Task details ▸ Give back every record word for word, keeping the pictures out.

Data for this exercise ▸
================

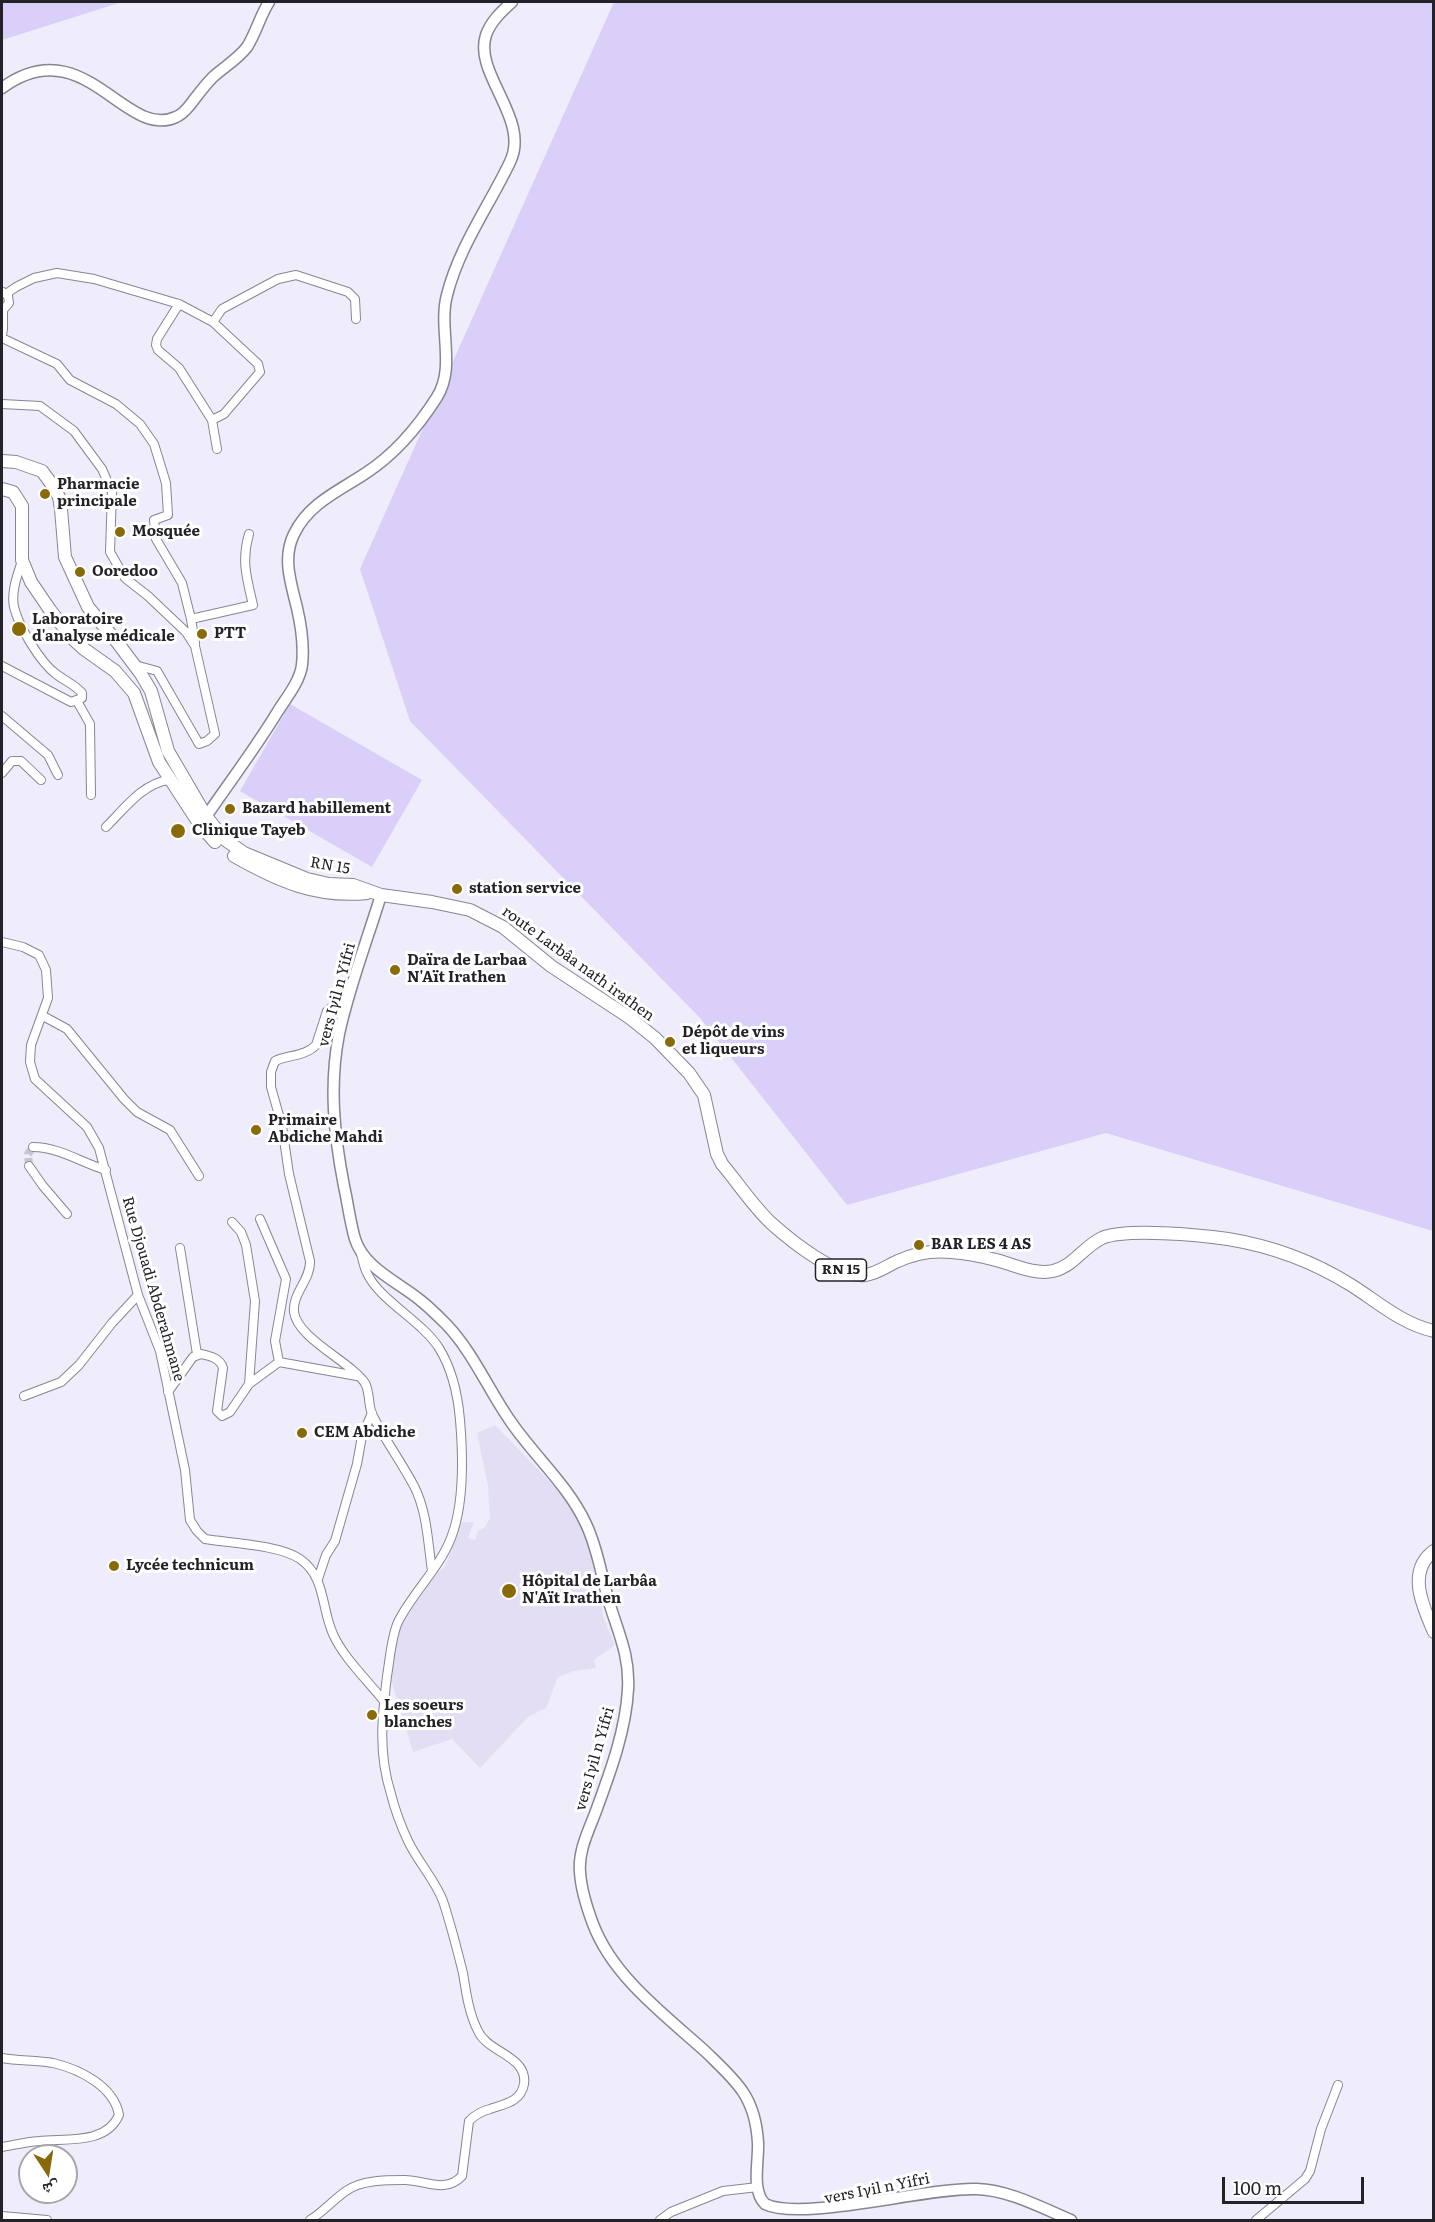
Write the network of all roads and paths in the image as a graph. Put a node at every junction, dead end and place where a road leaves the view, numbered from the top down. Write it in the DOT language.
graph roads {
  1 [pos="269,2"];
  2 [pos="512,2"];
  3 [pos="2,88"];
  4 [pos="4,293"];
  5 [pos="179,304"];
  6 [pos="2,311"];
  7 [pos="356,319"];
  8 [pos="213,322"];
  9 [pos="2,336"];
  10 [pos="2,404"];
  11 [pos="212,420"];
  12 [pos="217,449"];
  13 [pos="2,461"];
  14 [pos="2,489"];
  15 [pos="249,534"];
  16 [pos="22,560"];
  17 [pos="191,619"];
  18 [pos="195,646"];
  19 [pos="135,665"];
  20 [pos="2,666"];
  21 [pos="77,701"];
  22 [pos="2,716"];
  23 [pos="2,773"];
  24 [pos="57,775"];
  25 [pos="41,780"];
  26 [pos="169,780"];
  27 [pos="91,795"];
  28 [pos="203,820"];
  29 [pos="106,827"];
  30 [pos="376,894"];
  31 [pos="2,942"];
  32 [pos="350,992"];
  33 [pos="43,1016"];
  34 [pos="33,1147"];
  35 [pos="29,1166"];
  36 [pos="106,1170"];
  37 [pos="198,1176"];
  38 [pos="68,1214"];
  39 [pos="260,1219"];
  40 [pos="232,1222"];
  41 [pos="180,1248"];
  42 [pos="361,1254"];
  43 [pos="138,1295"];
  44 [pos="1434,1331"];
  45 [pos="197,1354"];
  46 [pos="279,1362"];
  47 [pos="358,1376"];
  48 [pos="249,1384"];
  49 [pos="168,1392"];
  50 [pos="24,1396"];
  51 [pos="372,1413"];
  52 [pos="1434,1551"];
  53 [pos="432,1571"];
  54 [pos="318,1579"];
  55 [pos="1434,1632"];
  56 [pos="383,1700"];
  57 [pos="2,2058"];
  58 [pos="1338,2085"];
  59 [pos="2,2147"];
  60 [pos="758,2187"];
  61 [pos="2,2216"];
  62 [pos="47,2220"];
  63 [pos="310,2220"];
  64 [pos="660,2220"];
  65 [pos="1071,2220"];
  66 [pos="1256,2220"];
  1 -- 3 [label="main road"];
  2 -- 28 [label="main road"];
  4 -- 5 [label="street"];
  4 -- 6 [label="street"];
  5 -- 8 [label="street"];
  5 -- 11 [label="street"];
  6 -- 9 [label="street"];
  7 -- 8 [label="street"];
  8 -- 11 [label="street"];
  9 -- 17 [label="street"];
  10 -- 18 [label="street"];
  11 -- 12 [label="street"];
  13 -- 19 [label="main road, RN 15"];
  14 -- 16 [label="main road, RN 15"];
  15 -- 17 [label="street"];
  16 -- 21 [label="street"];
  16 -- 26 [label="main road, RN 15"];
  17 -- 18 [label="street"];
  18 -- 19 [label="street"];
  19 -- 28 [label="main road, RN 15"];
  20 -- 21 [label="street"];
  21 -- 27 [label="street"];
  22 -- 24 [label="street"];
  23 -- 25 [label="street"];
  26 -- 28 [label="main road, RN 15"];
  26 -- 29 [label="street"];
  28 -- 30 [label="main road, RN 15"];
  30 -- 32 [label="main road, vers Iγil n Yifri"];
  30 -- 44 [label="main road, route Larbâa nath irathen / RN 15"];
  31 -- 33 [label="street, Rue Djouadi Abderahmane"];
  32 -- 42 [label="main road, vers Iγil n Yifri"];
  32 -- 47 [label="street"];
  33 -- 36 [label="street, Rue Djouadi Abderahmane"];
  33 -- 37 [label="street"];
  34 -- 36 [label="street"];
  35 -- 38 [label="street"];
  36 -- 43 [label="street, Rue Djouadi Abderahmane"];
  39 -- 46 [label="street"];
  40 -- 48 [label="street"];
  41 -- 45 [label="street"];
  42 -- 53 [label="street"];
  42 -- 60 [label="main road, vers Iγil n Yifri"];
  43 -- 49 [label="street, Rue Djouadi Abderahmane"];
  43 -- 50 [label="street"];
  45 -- 48 [label="street"];
  45 -- 49 [label="street"];
  46 -- 47 [label="street"];
  46 -- 48 [label="street"];
  47 -- 51 [label="street"];
  49 -- 54 [label="street, Rue Djouadi Abderahmane"];
  51 -- 53 [label="street"];
  51 -- 54 [label="street"];
  52 -- 55 [label="main road"];
  53 -- 56 [label="street"];
  54 -- 56 [label="street, Rue Djouadi Abderahmane"];
  56 -- 63 [label="street"];
  57 -- 59 [label="street"];
  58 -- 66 [label="street"];
  60 -- 64 [label="street"];
  60 -- 65 [label="main road, vers Iγil n Yifri"];
  61 -- 62 [label="street"];
}
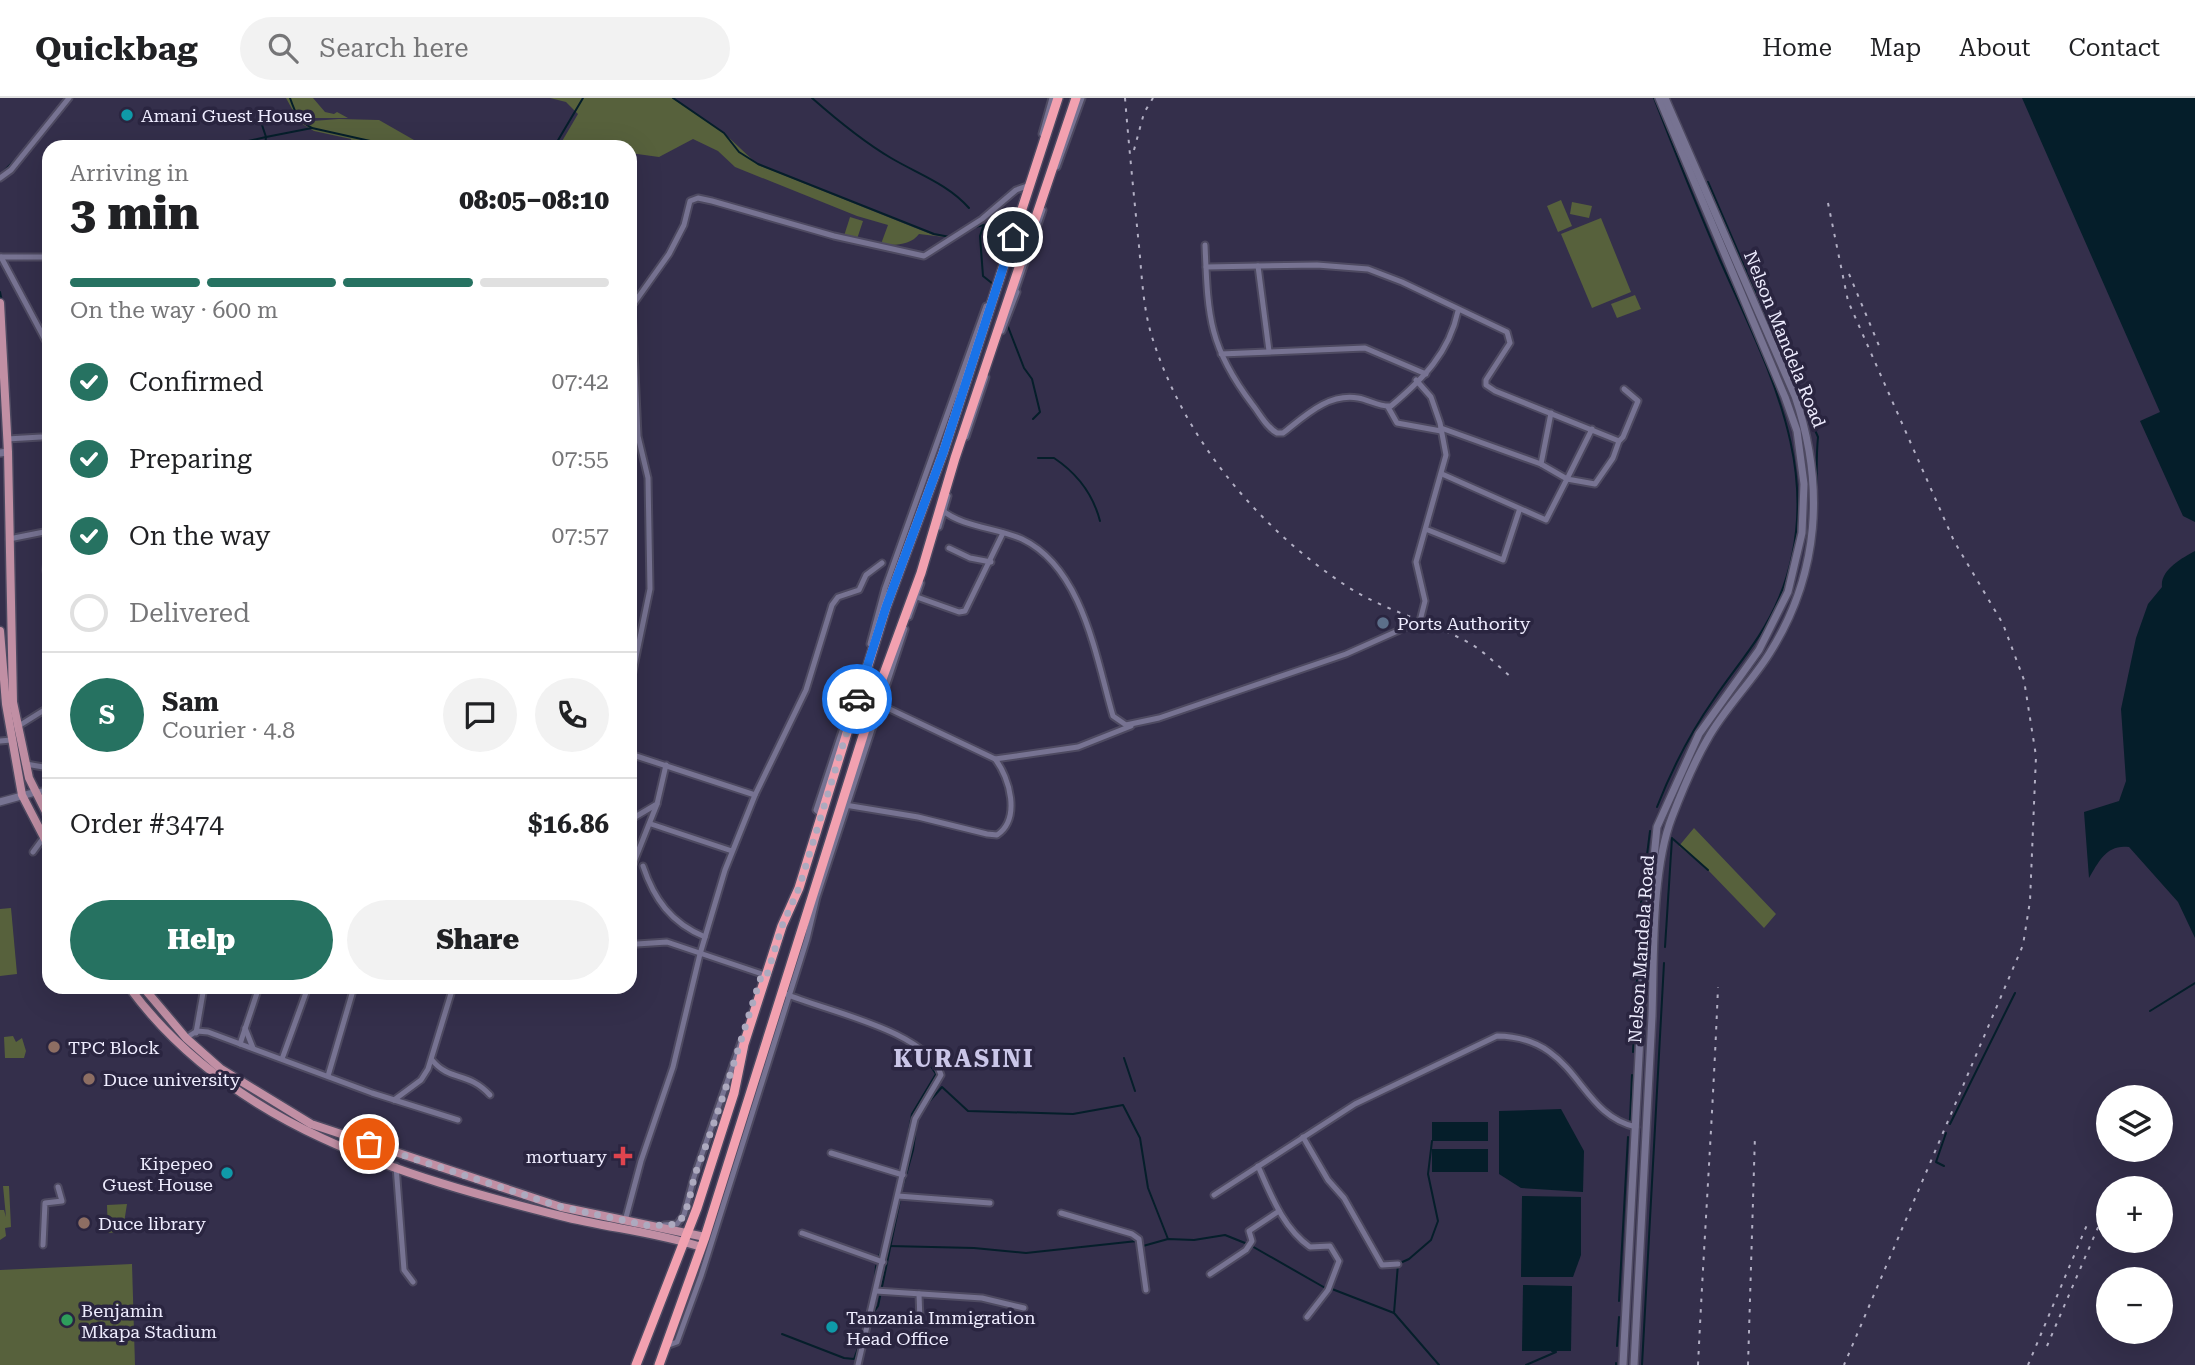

================

Reply to the task ▸
Write the network of all roads and paths in the image as a graph. Put a node at every junction, dead end and place where a road leaves the view, numbered from the top down. Write it in the DOT language.
graph roads {
  1 [pos="269,2"];
  2 [pos="512,2"];
  3 [pos="2,88"];
  4 [pos="4,293"];
  5 [pos="179,304"];
  6 [pos="2,311"];
  7 [pos="356,319"];
  8 [pos="213,322"];
  9 [pos="2,336"];
  10 [pos="2,404"];
  11 [pos="212,420"];
  12 [pos="217,449"];
  13 [pos="2,461"];
  14 [pos="2,489"];
  15 [pos="249,534"];
  16 [pos="22,560"];
  17 [pos="191,619"];
  18 [pos="195,646"];
  19 [pos="135,665"];
  20 [pos="2,666"];
  21 [pos="77,701"];
  22 [pos="2,716"];
  23 [pos="2,773"];
  24 [pos="57,775"];
  25 [pos="41,780"];
  26 [pos="169,780"];
  27 [pos="91,795"];
  28 [pos="203,820"];
  29 [pos="106,827"];
  30 [pos="376,894"];
  31 [pos="2,942"];
  32 [pos="350,992"];
  33 [pos="43,1016"];
  34 [pos="33,1147"];
  35 [pos="29,1166"];
  36 [pos="106,1170"];
  37 [pos="198,1176"];
  38 [pos="68,1214"];
  39 [pos="260,1219"];
  40 [pos="232,1222"];
  41 [pos="180,1248"];
  42 [pos="361,1254"];
  43 [pos="138,1295"];
  44 [pos="1434,1331"];
  45 [pos="197,1354"];
  46 [pos="279,1362"];
  47 [pos="358,1376"];
  48 [pos="249,1384"];
  49 [pos="168,1392"];
  50 [pos="24,1396"];
  51 [pos="372,1413"];
  52 [pos="1434,1551"];
  53 [pos="432,1571"];
  54 [pos="318,1579"];
  55 [pos="1434,1632"];
  56 [pos="383,1700"];
  57 [pos="2,2058"];
  58 [pos="1338,2085"];
  59 [pos="2,2147"];
  60 [pos="758,2187"];
  61 [pos="2,2216"];
  62 [pos="47,2220"];
  63 [pos="310,2220"];
  64 [pos="660,2220"];
  65 [pos="1071,2220"];
  66 [pos="1256,2220"];
  1 -- 3 [label="main road"];
  2 -- 28 [label="main road"];
  4 -- 5 [label="street"];
  4 -- 6 [label="street"];
  5 -- 8 [label="street"];
  5 -- 11 [label="street"];
  6 -- 9 [label="street"];
  7 -- 8 [label="street"];
  8 -- 11 [label="street"];
  9 -- 17 [label="street"];
  10 -- 18 [label="street"];
  11 -- 12 [label="street"];
  13 -- 19 [label="main road, RN 15"];
  14 -- 16 [label="main road, RN 15"];
  15 -- 17 [label="street"];
  16 -- 21 [label="street"];
  16 -- 26 [label="main road, RN 15"];
  17 -- 18 [label="street"];
  18 -- 19 [label="street"];
  19 -- 28 [label="main road, RN 15"];
  20 -- 21 [label="street"];
  21 -- 27 [label="street"];
  22 -- 24 [label="street"];
  23 -- 25 [label="street"];
  26 -- 28 [label="main road, RN 15"];
  26 -- 29 [label="street"];
  28 -- 30 [label="main road, RN 15"];
  30 -- 32 [label="main road, vers Iγil n Yifri"];
  30 -- 44 [label="main road, route Larbâa nath irathen / RN 15"];
  31 -- 33 [label="street, Rue Djouadi Abderahmane"];
  32 -- 42 [label="main road, vers Iγil n Yifri"];
  32 -- 47 [label="street"];
  33 -- 36 [label="street, Rue Djouadi Abderahmane"];
  33 -- 37 [label="street"];
  34 -- 36 [label="street"];
  35 -- 38 [label="street"];
  36 -- 43 [label="street, Rue Djouadi Abderahmane"];
  39 -- 46 [label="street"];
  40 -- 48 [label="street"];
  41 -- 45 [label="street"];
  42 -- 53 [label="street"];
  42 -- 60 [label="main road, vers Iγil n Yifri"];
  43 -- 49 [label="street, Rue Djouadi Abderahmane"];
  43 -- 50 [label="street"];
  45 -- 48 [label="street"];
  45 -- 49 [label="street"];
  46 -- 47 [label="street"];
  46 -- 48 [label="street"];
  47 -- 51 [label="street"];
  49 -- 54 [label="street, Rue Djouadi Abderahmane"];
  51 -- 53 [label="street"];
  51 -- 54 [label="street"];
  52 -- 55 [label="main road"];
  53 -- 56 [label="street"];
  54 -- 56 [label="street, Rue Djouadi Abderahmane"];
  56 -- 63 [label="street"];
  57 -- 59 [label="street"];
  58 -- 66 [label="street"];
  60 -- 64 [label="street"];
  60 -- 65 [label="main road, vers Iγil n Yifri"];
  61 -- 62 [label="street"];
}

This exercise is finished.